While picking up an old Mack fire truck with a friend, I fouund my first vintage bike in a barn. I believe it to be a 1936 Colson. The internet has been somwhat helpful, but still have many questions. Bike has 26" wheels and a 20 1/2" frame. Serial number is 998E. Fenders are the rounded type. It appears to have a red stripe on the head, fork, 3 on top of the front fender that I could find. Then it was painted a sage green all over, then all black with white darts on fenders and cross tubes.
 My questions are is it a 1936? Is the rack and chain guard original? Is the geen a color or a primer? What colors would be original? I would like to do a decent, correct restoration.
 Thanks


----------



## OldRider (Oct 24, 2013)

What a beauty you found! If that were mine I'd give it a bath in warm soapy water and call it done......you'll be surprised how much paint will come back with a little scrubbing and elbow grease. I love patina


----------



## bikewhorder (Oct 24, 2013)

Pretty sweet,  I've never seen that rack on a Colson so I'm tempted to say that its not correct, but those racks are cool and have value.  The chain guard is a universal type so it's probably been added. It is an early balloon tired colson and its possible it left the factory without a chain guard.  I've yet to see one of these in original paint so I don't know what it should look like but someone might have a catalogue pic to share.


----------



## dougfisk (Oct 24, 2013)

here's something...

http://www.ohiomemory.org/cdm/compoundobject/collection/p267401coll36/id/5076/rec/18


----------



## 1914abbott (Oct 24, 2013)

Thanks for the replies thus far. I'd given some thought to making a few repairs and putting new tubes in the old tires. I soaked the bike down with WD40. A good wash now might help. I also thought the rack was different as it was made up of many pieces vs a single stamping. More to make? 
 The link to the Ohio Memory Collection was also a treaat. In my googling I had come across the 1940 brochure there, but the 1936 answered some of my questions. 
 My mind is a vacuum, and I think I'm addicted. I find myself looking on eBay and Craigslist for my next fix.


----------



## Adamtinkerer (Oct 26, 2013)

It's a long wheelbase Colson, less common than the short one. Most from that era have a 2 digit code stamped separately, offset from the serial. I have a 37 LWB stamped D7, and a 39 shorty stamped K9. The D stands for the month, in this case April. Maybe your bike predates that stamping sequence, or else it's pretty far from the serial.


----------



## 1914abbott (Oct 27, 2013)

Adam,
Some where I read that the 1936 didn't use the date codes. That and the rounded fenders vs the peaked ones was the difference between 36 and 37. 
Am I close?
Thanks,
Mike


----------



## fatbike (Oct 28, 2013)

That is a 36 tall frame Colson. The two digit dating stamp system wasn't in play until 1937 as we know it. Chainguard would be a long feather like the attached photo or possible short feather. The rack would be very similar to this one, unfortunately there are very small numbers of real ones, this is a reproduction and is actually a little different but very close. Most likely the model you have would be consider a basic model and most likely did not come with a rack or a chain guard at all.
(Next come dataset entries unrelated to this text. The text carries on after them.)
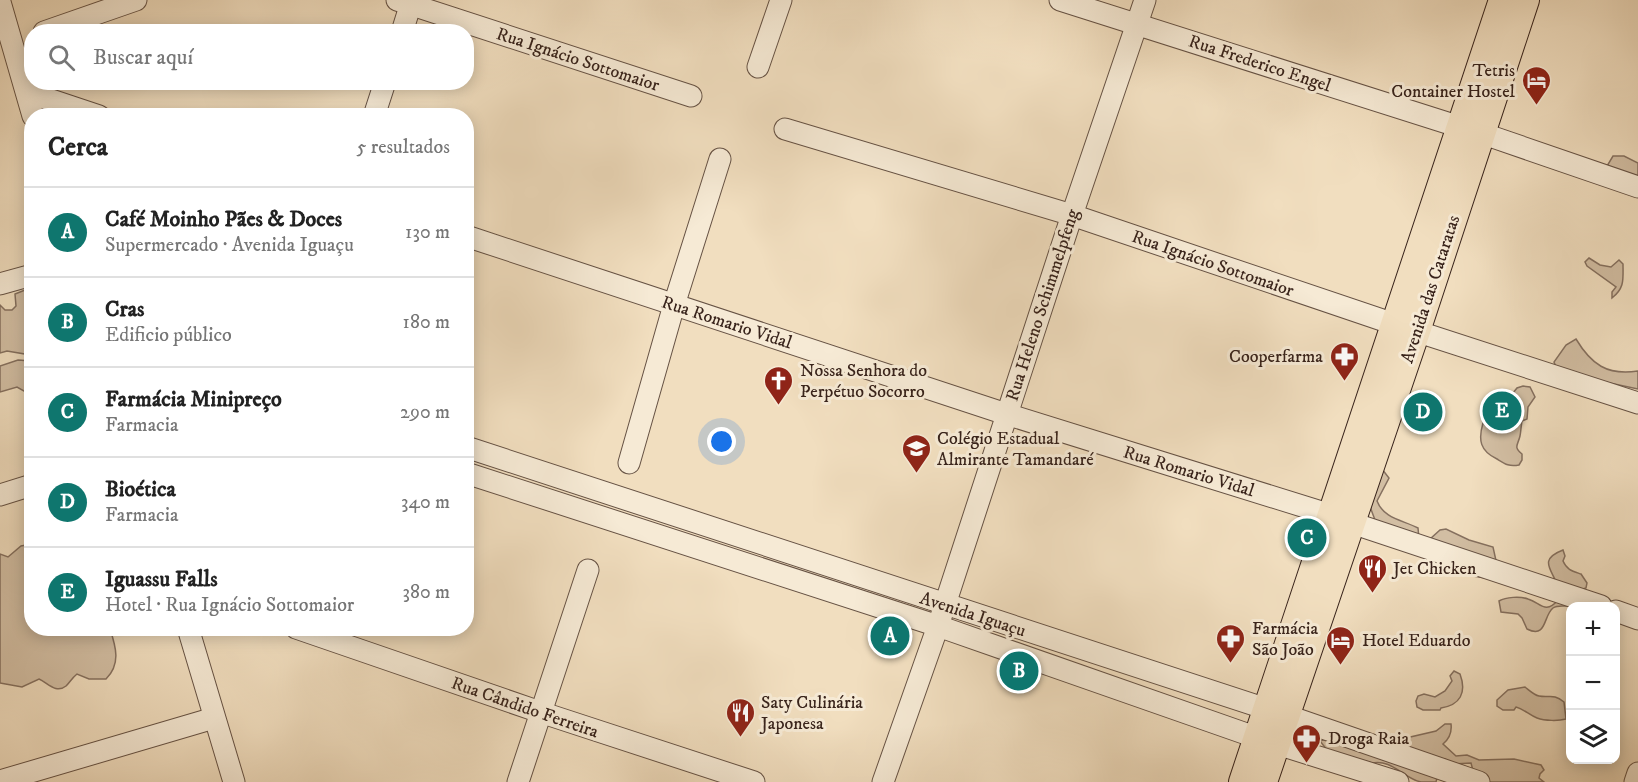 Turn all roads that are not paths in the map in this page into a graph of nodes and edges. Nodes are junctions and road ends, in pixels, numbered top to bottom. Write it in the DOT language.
graph roads {
  1 [pos="136,0"];
  2 [pos="781,0"];
  3 [pos="1060,0"];
  4 [pos="1145,0"];
  5 [pos="1502,0"];
  6 [pos="1526,0"];
  7 [pos="0,2"];
  8 [pos="407,2"];
  9 [pos="67,24"];
  10 [pos="403,24"];
  11 [pos="473,24"];
  12 [pos="474,24"];
  13 [pos="1137,24"];
  14 [pos="15,42"];
  15 [pos="758,66"];
  16 [pos="24,80"];
  17 [pos="382,90"];
  18 [pos="27,92"];
  19 [pos="691,96"];
  20 [pos="31,108"];
  21 [pos="75,108"];
  22 [pos="377,108"];
  23 [pos="785,129"];
  24 [pos="1470,130"];
  25 [pos="720,159"];
  26 [pos="1638,187"];
  27 [pos="1072,215"];
  28 [pos="474,239"];
  29 [pos="24,277"];
  30 [pos="0,284"];
  31 [pos="674,305"];
  32 [pos="1406,327"];
  33 [pos="1638,403"];
  34 [pos="1006,414"];
  35 [pos="474,450"];
  36 [pos="629,463"];
  37 [pos="474,476"];
  38 [pos="24,488"];
  39 [pos="0,495"];
  40 [pos="1341,519"];
  41 [pos="588,570"];
  42 [pos="1589,602"];
  43 [pos="945,605"];
  44 [pos="1620,612"];
  45 [pos="1638,619"];
  46 [pos="938,626"];
  47 [pos="190,636"];
  48 [pos="319,636"];
  49 [pos="540,712"];
  50 [pos="1276,712"];
  51 [pos="214,718"];
  52 [pos="1267,741"];
  53 [pos="1638,772"];
  54 [pos="0,781"];
  55 [pos="234,782"];
  56 [pos="518,782"];
  57 [pos="754,782"];
  58 [pos="883,782"];
  59 [pos="1242,782"];
  60 [pos="1264,782"];
  61 [pos="1398,782"];
  62 [pos="1479,782"];
  63 [pos="1635,782"];
  1 -- 9 [label="street"];
  2 -- 15 [label="street"];
  3 -- 13 [label="street, Rua Frederico Engel"];
  4 -- 13 [label="street, Rua Heleno Schimmelpfeng"];
  5 -- 24 [label="main road, Avenida das Cataratas"];
  6 -- 24 [label="main road, Avenida das Cataratas"];
  7 -- 14 [label="street"];
  8 -- 10 [label="street"];
  8 -- 11 [label="street, Rua Ignácio Sottomaior"];
  12 -- 19 [label="street, Rua Ignácio Sottomaior"];
  13 -- 24 [label="street, Rua Frederico Engel"];
  13 -- 27 [label="street, Rua Heleno Schimmelpfeng"];
  14 -- 16 [label="street"];
  17 -- 22 [label="street"];
  18 -- 20 [label="street"];
  18 -- 21 [label="street"];
  23 -- 27 [label="street, Rua Ignácio Sottomaior"];
  24 -- 26 [label="street, Rua Frederico Engel"];
  24 -- 32 [label="main road, Avenida das Cataratas"];
  25 -- 31 [label="street"];
  27 -- 32 [label="street, Rua Ignácio Sottomaior"];
  27 -- 34 [label="street, Rua Heleno Schimmelpfeng"];
  28 -- 31 [label="street, Rua Romario Vidal"];
  29 -- 30 [label="street"];
  31 -- 34 [label="street, Rua Romario Vidal"];
  31 -- 36 [label="street"];
  32 -- 33 [label="street, Rua Ignácio Sottomaior"];
  32 -- 40 [label="main road, Avenida das Cataratas"];
  34 -- 40 [label="street, Rua Romario Vidal"];
  34 -- 43 [label="street, Rua Heleno Schimmelpfeng"];
  35 -- 43 [label="street, Avenida Iguaçu"];
  37 -- 46 [label="street, Avenida Iguaçu"];
  38 -- 39 [label="street"];
  40 -- 42 [label="street, Rua Romario Vidal"];
  40 -- 50 [label="main road, Avenida das Cataratas"];
  41 -- 49 [label="street"];
  43 -- 46 [label="street, Rua Heleno Schimmelpfeng"];
  43 -- 50 [label="street, Avenida Iguaçu"];
  44 -- 45 [label="street"];
  46 -- 52 [label="street, Avenida Iguaçu"];
  46 -- 58 [label="street, Rua Heleno Schimmelpfeng"];
  47 -- 51 [label="street"];
  48 -- 49 [label="street, Rua Cândido Ferreira"];
  49 -- 56 [label="street"];
  49 -- 57 [label="street, Rua Cândido Ferreira"];
  50 -- 52 [label="main road, Avenida das Cataratas"];
  50 -- 62 [label="street, Avenida Iguaçu"];
  51 -- 54 [label="street"];
  51 -- 55 [label="street"];
  52 -- 59 [label="main road, Avenida das Cataratas"];
  52 -- 60 [label="main road, Avenida das Cataratas"];
  52 -- 61 [label="street, Avenida Iguaçu"];
  53 -- 63 [label="street"];
} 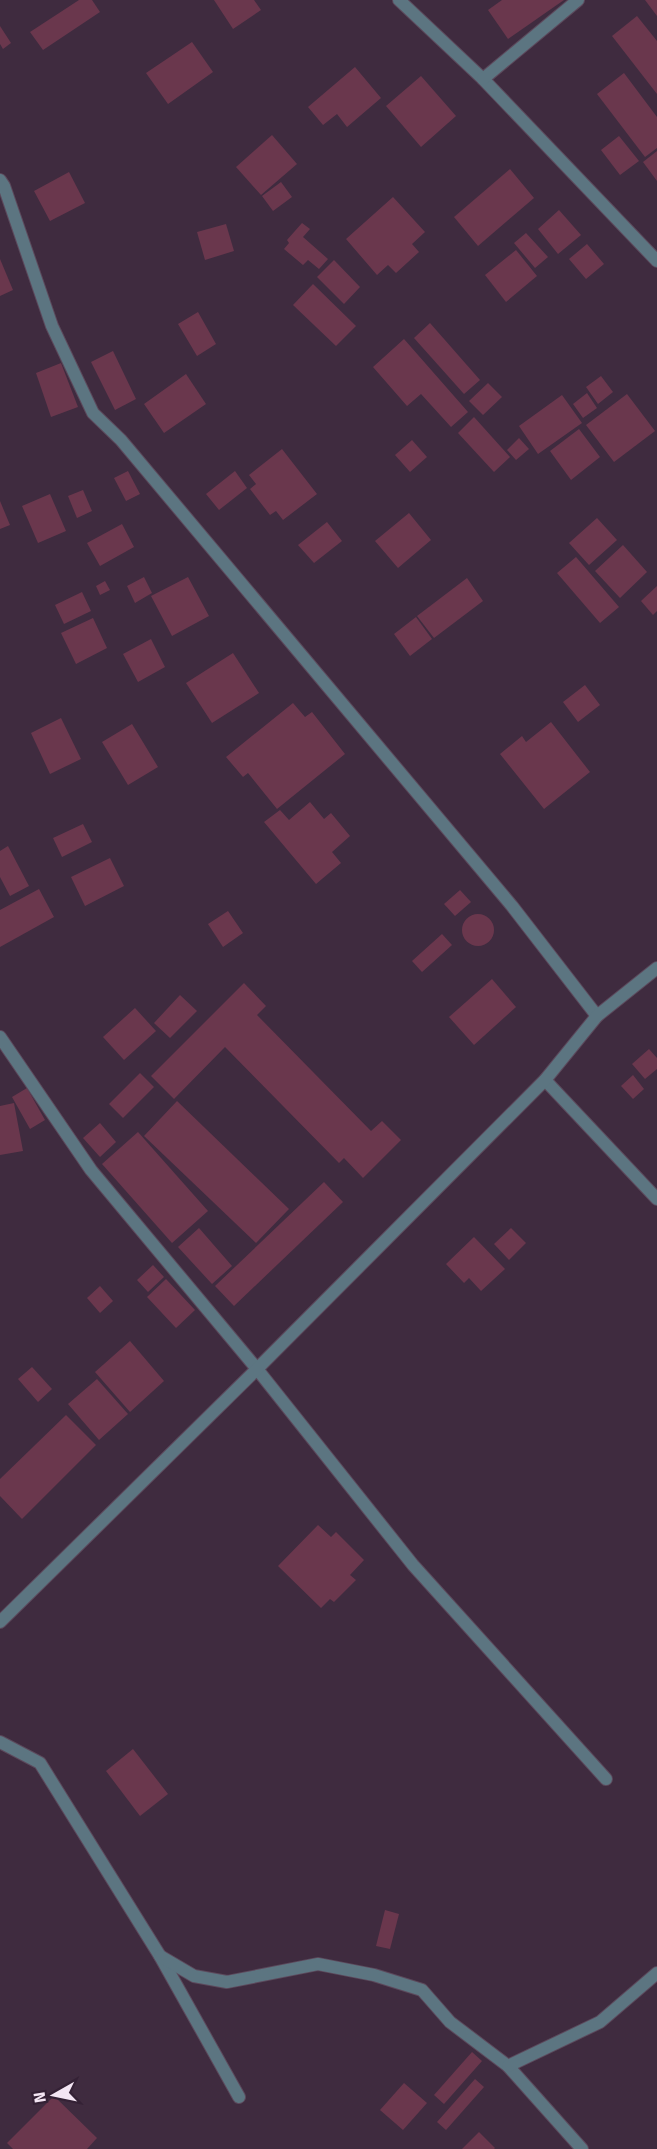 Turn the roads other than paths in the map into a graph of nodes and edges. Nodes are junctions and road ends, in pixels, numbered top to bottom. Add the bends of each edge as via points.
1 (399, 0) edge
2 (579, 0) edge
3 (483, 79) junction
4 (0, 180) edge
5 (657, 261) edge
6 (657, 968) edge
7 (597, 1016) junction
8 (0, 1037) edge
9 (545, 1080) junction
10 (657, 1199) edge
11 (257, 1369) junction
12 (0, 1622) edge
13 (0, 1742) edge
14 (606, 1779) dead end
15 (160, 1956) junction
16 (657, 1973) edge
17 (508, 2066) junction
18 (239, 2097) dead end
19 (582, 2149) edge

1 - 3 street
2 - 3 street
3 - 5 street
4 - 7 street via 52,326 93,413 121,440 512,906
6 - 7 street
7 - 9 street
8 - 11 street via 91,1170
9 - 10 street
9 - 11 street
11 - 12 street
11 - 14 street via 413,1565
13 - 15 street via 40,1763
15 - 17 street via 194,1976 227,1983 318,1964 422,1990 450,2022
15 - 18 street
16 - 17 street via 600,2022
17 - 19 street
The mudguard change over from round to peaked was 1937 for Colson fleet bikes. Of coarse the round were still being used on 37 models on lesser models but than you would know by the two digit stamp it would be 37.

And possible the lime green with the reddish pin-stripping on fork is original.


----------



## American Vintage Bicycle Supply (Oct 28, 2013)

I've been looking for this bike for a while. Interested if you want to sell.


----------